Finalmente realizada nesta segunda-feira (22/11), depois de ter sido adiada em razão de problemas técnicos, a consulta à comunidade universitária — que antecede a eleição da lista tríplice de candidaturas à Reitoria pelo colégio eleitoral (“Assembleia Universitária”) — apresentou resultados desfavoráveis à chapa “Somos Todos USP”, composta pela dupla Antonio Carlos Hernandes-Maria Aparecida Machado (Cidinha). Hernandes é vice-reitor licenciado e Cidinha era a pró-reitora de Cultura e Extensão Universitária, cargo do qual se desincompatibilizou. 

A chapa “USP Viva”, Carlos Gilberto Carlotti-Maria Arminda Arruda, venceu entre docentes e estudantes e só perdeu no segmento de servidora(e)s técnico-administrativa(o)s. Ambos, da mesma forma que seus adversários na eleição, integraram a atual administração — respectivamente como pró-reitor de Pós-Graduação e coordenadora do Escritório USPMulheres.

O segmento docente foi o que apresentou a maior participação relativa na consulta (levada a cabo por meios remotos). Votaram 3.676 docentes, do total de 5.269 habilitados, o que perfaz uma participação de 69,8%. Nele a chapa “USP Viva” obteve 2.095 votos (56,99%), contra 1.369 (37,24%) dados à chapa “Somos Todos USP”. Votos nulos e em branco somaram 212 (5,76%). No segmento discente, no qual votaram apenas 6 mil dos 79.640 habilitados, portanto uma participação de 7,5%, a chapa “USP Viva” recebeu 3.198 votos (53,30%), contra 2.290 (38,16%) dados à chapa “Somos Todos USP” e 512 nulos e em branco (8,53%).

O único resultado positivo obtido por Hernandes e Cidinha foi no segmento da(o)s servidora(e)s. De 13.246 funcionário(a)s habilitado(a)s, votaram 4.067 (30,7%). A chapa “Somos Todos USP” recebeu 2.009 votos (49,39%), contra 1.653 votos (40,64%) conferidos à chapa “USP Viva”. Votos nulos e em branco somaram 405 (9,95%). Assim, mesmo onde saiu vitoriosa, a chapa Hernandes-Cidinha obteve uma vantagem menor que a conquistada por sua concorrente nos demais segmentos.
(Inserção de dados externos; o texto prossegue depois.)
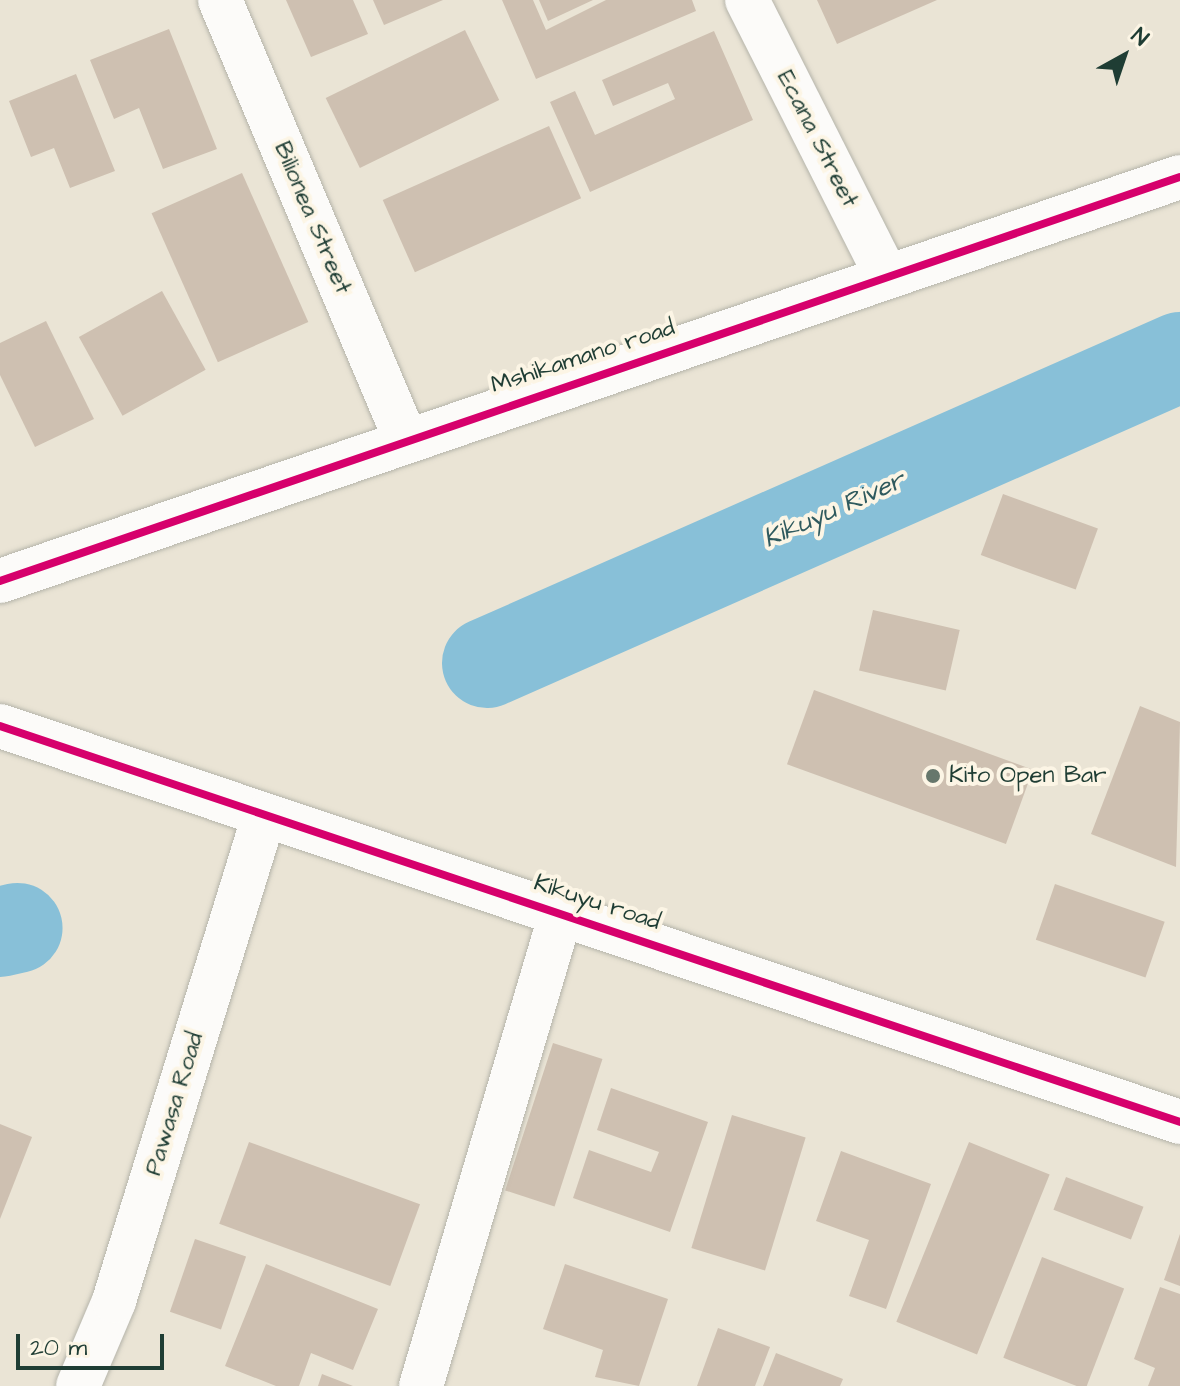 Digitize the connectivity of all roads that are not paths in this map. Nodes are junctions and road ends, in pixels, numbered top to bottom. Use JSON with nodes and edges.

Embora meramente indicativa, porque não impacta formalmente o processo de escolha pelo colégio eleitoral restrito, a consulta pode ter reflexos políticos, na medida em que expressa a preferência de amplos setores da comunidade que são excluídos da votação decisiva. Enquanto o universo de eleitora(e)s potenciais da  consulta chega a 98 mil pessoas, a “Assembleia Universitária” resume-se aos membros das congregações das unidades, conselhos deliberativos de museus e institutos especializados e colegiados centrais, algo em torno de 4 mil pessoas.
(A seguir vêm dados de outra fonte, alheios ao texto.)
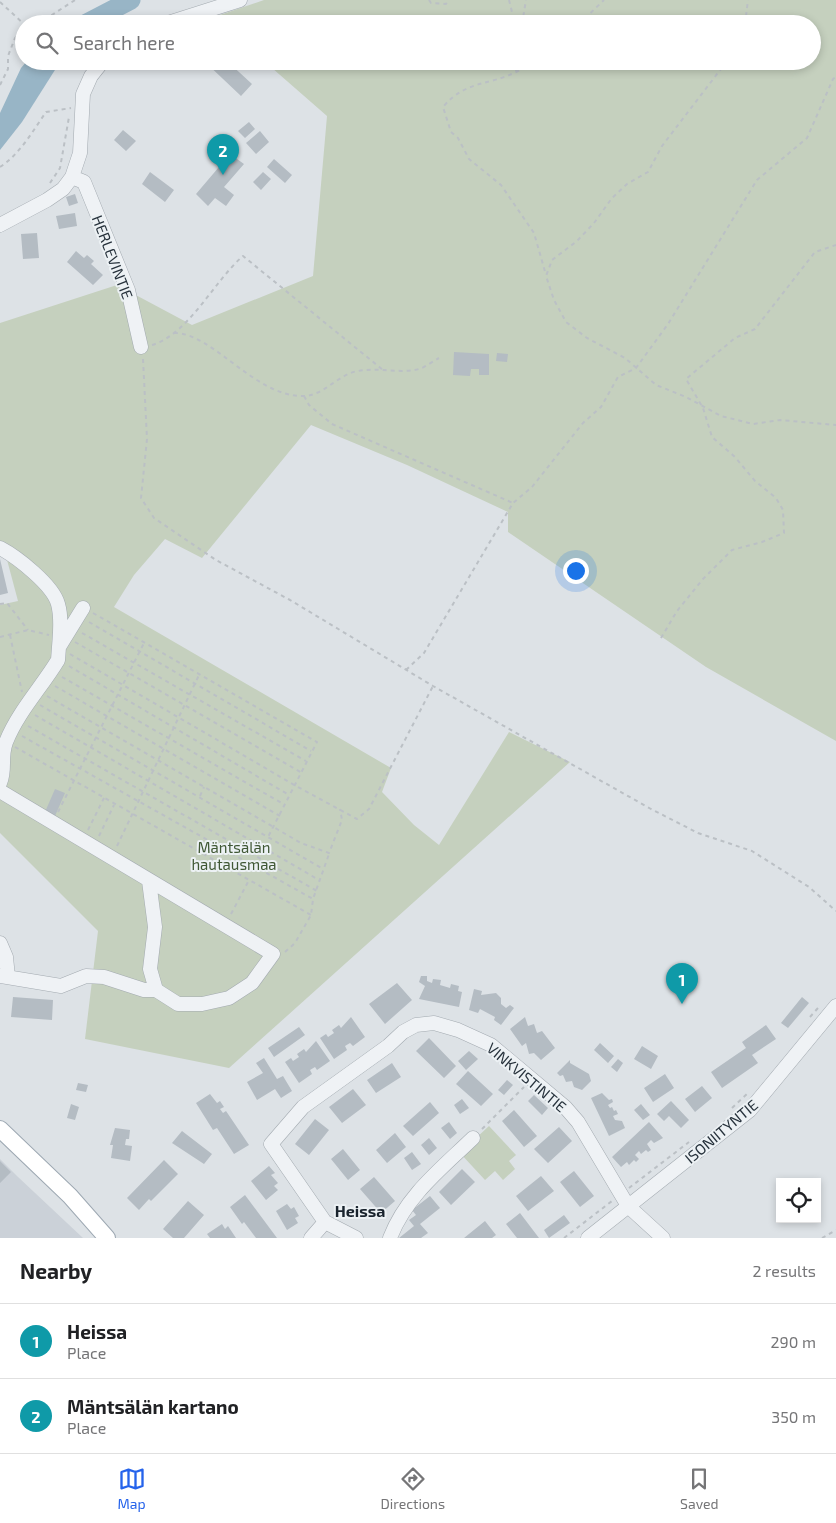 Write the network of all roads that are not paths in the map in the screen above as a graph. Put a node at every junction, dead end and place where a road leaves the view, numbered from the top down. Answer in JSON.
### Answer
{"nodes":[{"id":1,"x":240,"y":0,"type":"edge"},
{"id":2,"x":193,"y":15,"type":"edge"},
{"id":3,"x":96,"y":70,"type":"edge"},
{"id":4,"x":72,"y":177,"type":"junction"},
{"id":5,"x":0,"y":225,"type":"edge"},
{"id":6,"x":141,"y":347,"type":"road end"},
{"id":7,"x":0,"y":548,"type":"edge"},
{"id":8,"x":0,"y":783,"type":"edge"},
{"id":9,"x":0,"y":791,"type":"edge"},
{"id":10,"x":149,"y":880,"type":"junction"},
{"id":11,"x":0,"y":943,"type":"edge"},
{"id":12,"x":4,"y":976,"type":"edge"},
{"id":13,"x":156,"y":990,"type":"junction"},
{"id":14,"x":836,"y":1006,"type":"edge"},
{"id":15,"x":0,"y":1128,"type":"edge"},
{"id":16,"x":473,"y":1138,"type":"road end"},
{"id":17,"x":624,"y":1200,"type":"junction"},
{"id":18,"x":325,"y":1222,"type":"junction"},
{"id":19,"x":107,"y":1238,"type":"edge"},
{"id":20,"x":311,"y":1238,"type":"edge"},
{"id":21,"x":356,"y":1238,"type":"edge"},
{"id":22,"x":390,"y":1238,"type":"edge"},
{"id":23,"x":588,"y":1238,"type":"edge"},
{"id":24,"x":662,"y":1238,"type":"edge"}],
"edges":[{"from":1,"to":2,"type":"street"},
{"from":3,"to":4,"type":"street"},
{"from":4,"to":5,"type":"street"},
{"from":4,"to":6,"type":"street","name":"HERLEVINTIE"},
{"from":7,"to":8,"type":"street"},
{"from":9,"to":10,"type":"street"},
{"from":10,"to":13,"type":"street"},
{"from":10,"to":13,"type":"street"},
{"from":11,"to":12,"type":"street"},
{"from":12,"to":13,"type":"street"},
{"from":14,"to":17,"type":"street","name":"ISONIITYNTIE"},
{"from":15,"to":19,"type":"main road"},
{"from":16,"to":22,"type":"street"},
{"from":17,"to":18,"type":"street","name":"VINKVISTINTIE"},
{"from":17,"to":23,"type":"street","name":"ISONIITYNTIE"},
{"from":17,"to":24,"type":"street","name":"VINKVISTINTIE"},
{"from":18,"to":20,"type":"street"},
{"from":18,"to":21,"type":"street"}]} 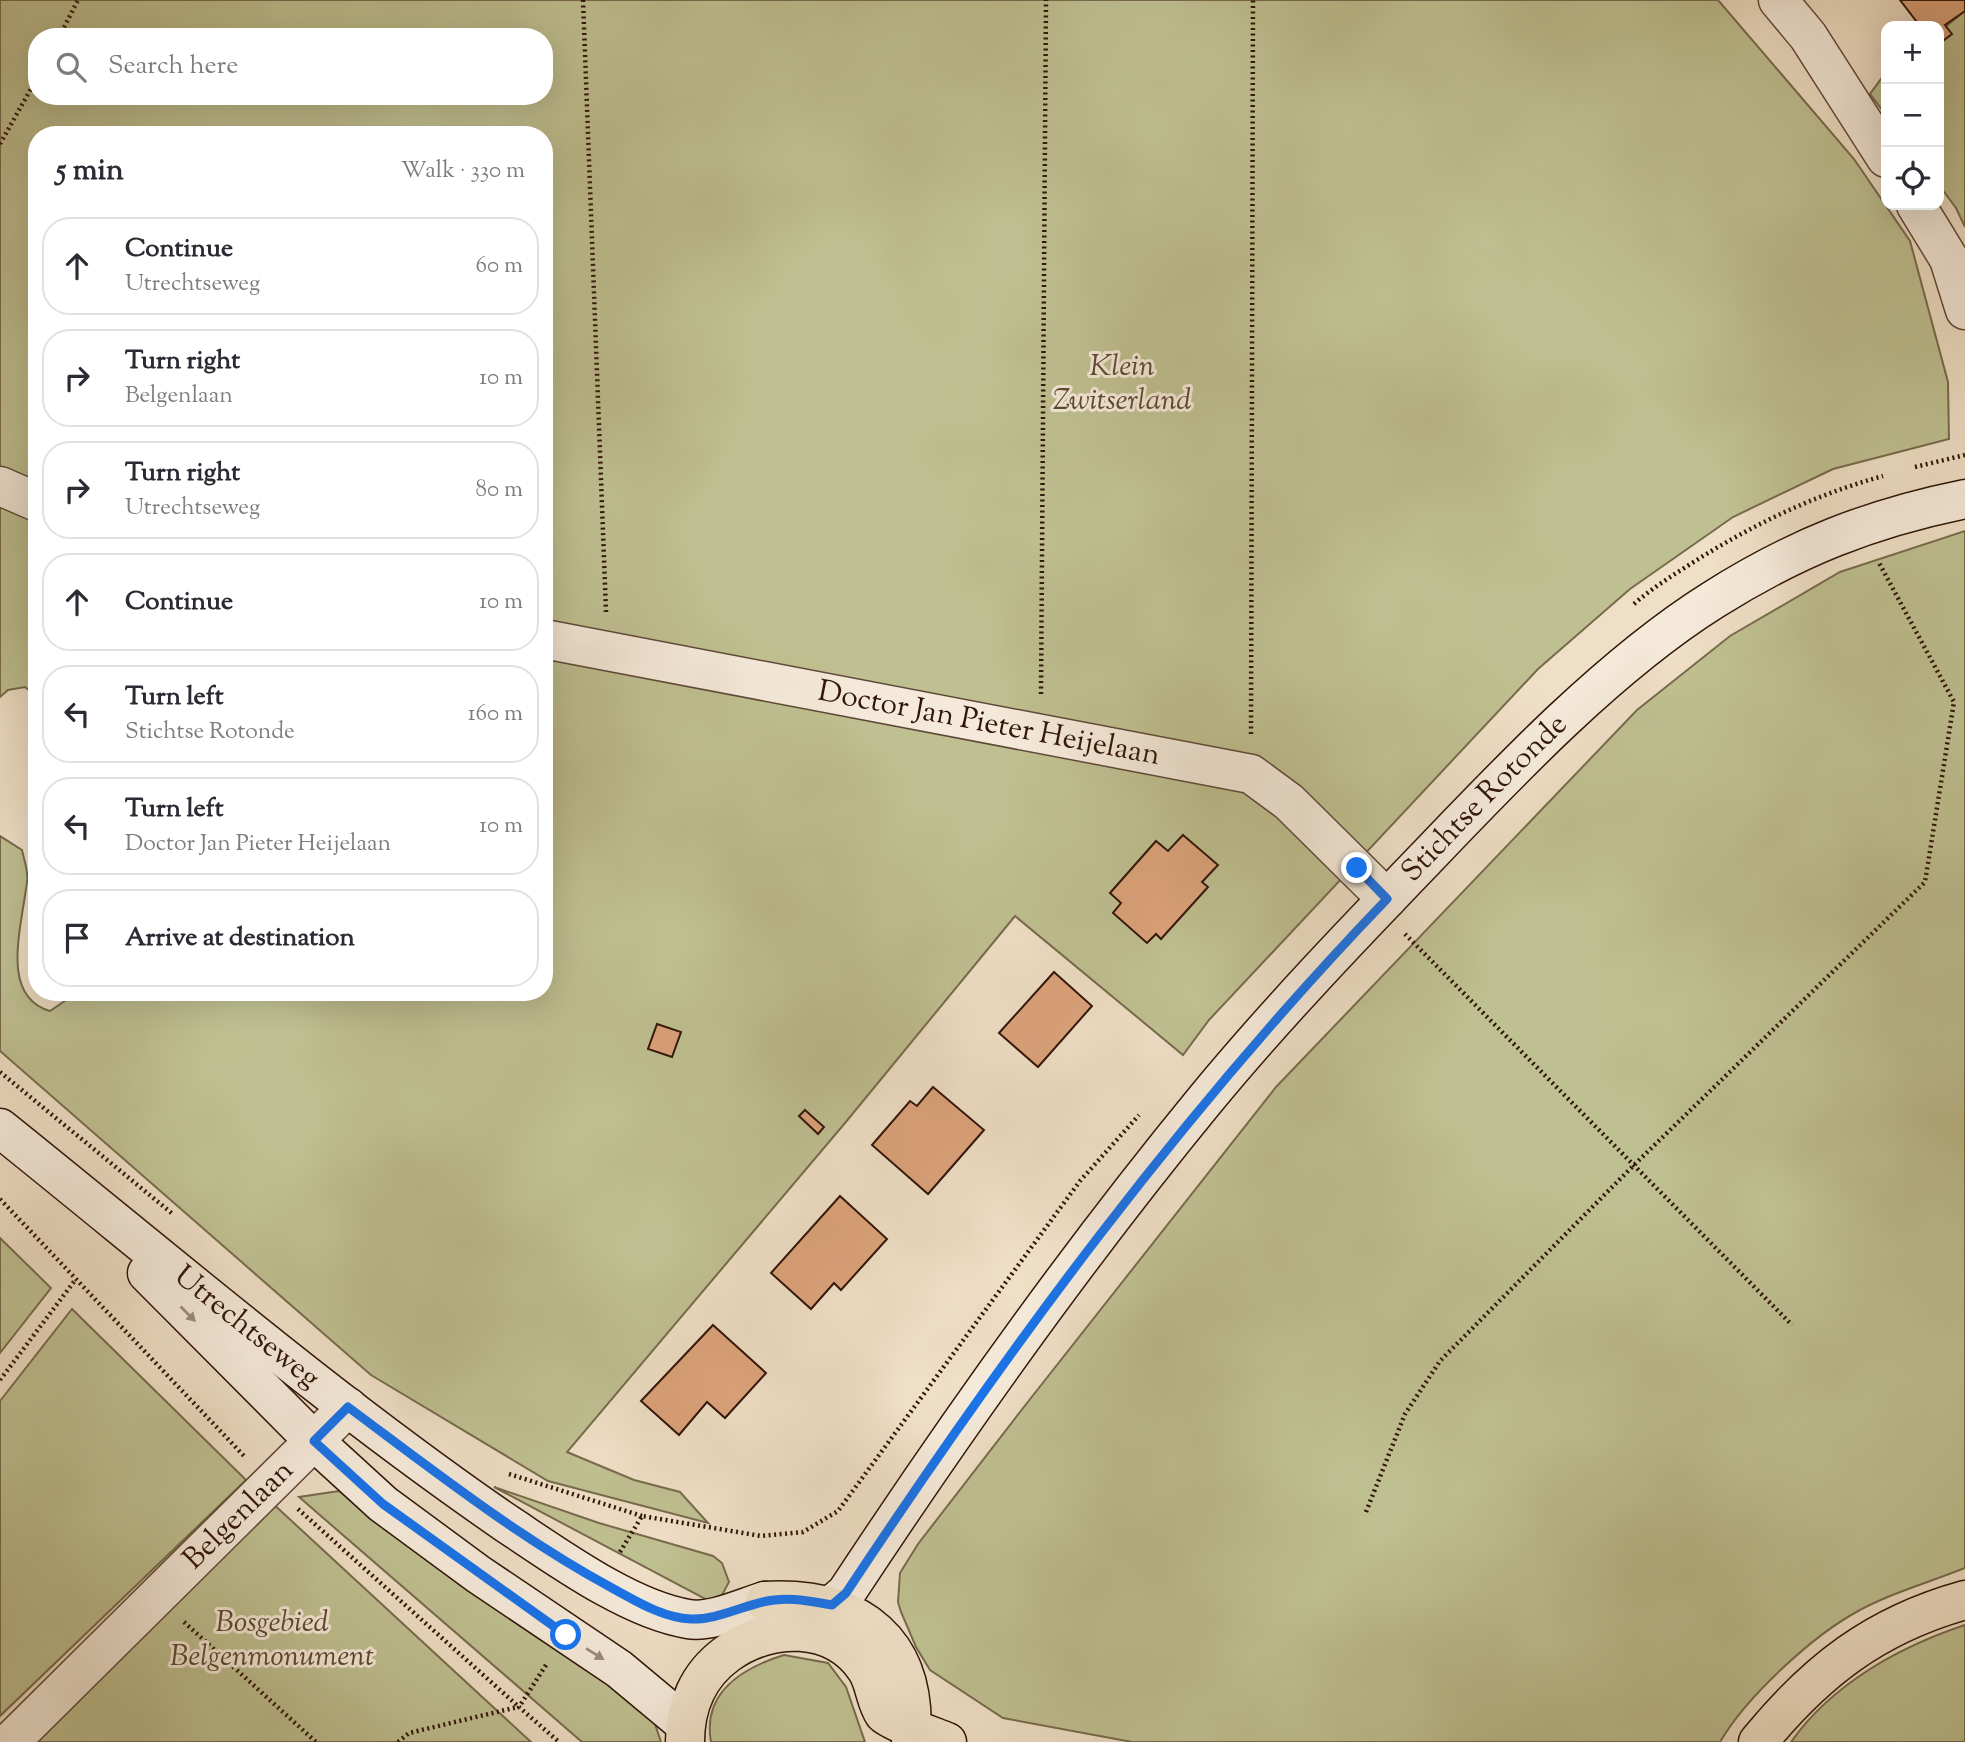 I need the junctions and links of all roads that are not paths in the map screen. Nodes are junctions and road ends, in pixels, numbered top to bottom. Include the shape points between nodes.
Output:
1 (1778, 0) edge
2 (1881, 150) edge
3 (1919, 210) edge
4 (1965, 310) edge
5 (0, 486) edge
6 (28, 498) edge
7 (1965, 499) edge
8 (553, 641) edge
9 (1387, 899) junction
10 (0, 1128) edge
11 (348, 1407) junction
12 (314, 1441) junction
13 (1965, 1600) edge
14 (765, 1601) joint
15 (832, 1605) junction
16 (796, 1630) junction
17 (685, 1733) edge
18 (911, 1734) edge
19 (10, 1742) edge
20 (947, 1742) edge
21 (1758, 1742) edge

1 - 2 street via 1808,36
3 - 4 street via 1949,260
5 - 6 street
7 - 9 street, Stichtse Rotonde via 1872,521 1766,568 1710,602 1658,639 1540,744
8 - 9 street, Doctor Jan Pieter Heijelaan via 1251,774 1289,802
9 - 15 street, Stichtse Rotonde via 1205,1100 1031,1324 846,1593
10 - 11 street, Utrechtseweg
10 -> 12 street, Utrechtseweg
11 - 12 street, Belgenlaan
11 - 14 street, Utrechtseweg via 566,1563 653,1610 691,1619
12 -> 17 street, Utrechtseweg via 383,1504 619,1669
12 - 19 street, Belgenlaan
13 - 21 main road via 1882,1632 1834,1662 1793,1700
14 - 15 main road via 798,1599
15 - 16 main road
15 - 18 main road via 875,1628 896,1655 909,1686
16 - 17 main road via 739,1645 714,1664 700,1680
16 - 18 main road via 831,1640 850,1652 866,1669 884,1714
18 - 20 main road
O caráter oligárquico e antidemocrático do processo eleitoral de reitor(a) na USP, bem como a trajetória de reitore(a)s que se elegeram no colégio eleitoral prometendo amplo diálogo, mas uma vez no poder agiram como tiranos — sendo emblemático o exemplo de M.A. Zago — reforça as desconfianças e a cautela das entidades de representação e da própria comunidade. O Sintusp, por exemplo, recomendou à categoria que se abstivesse de votar na consulta, por entendê-la como uma farsa.
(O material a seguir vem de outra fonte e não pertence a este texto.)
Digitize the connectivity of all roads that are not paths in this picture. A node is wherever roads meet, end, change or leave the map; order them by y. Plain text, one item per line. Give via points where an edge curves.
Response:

Por todas essas razões, votaram na consulta somente 13.743 pessoas, ou 14% das 98.155 habilitadas a votar segundo os critérios definidos pela Reitoria. Importante ainda reiterar que a “Assembleia Universitária”, ao votar nesta quinta-feira 25/11, não elegerá o reitor (e respectivas vices), mas apenas definirá a posição das chapas concorrentes numa lista (que normalmente é tríplice), cabendo a decisão final ao governador João Doria (PSDB).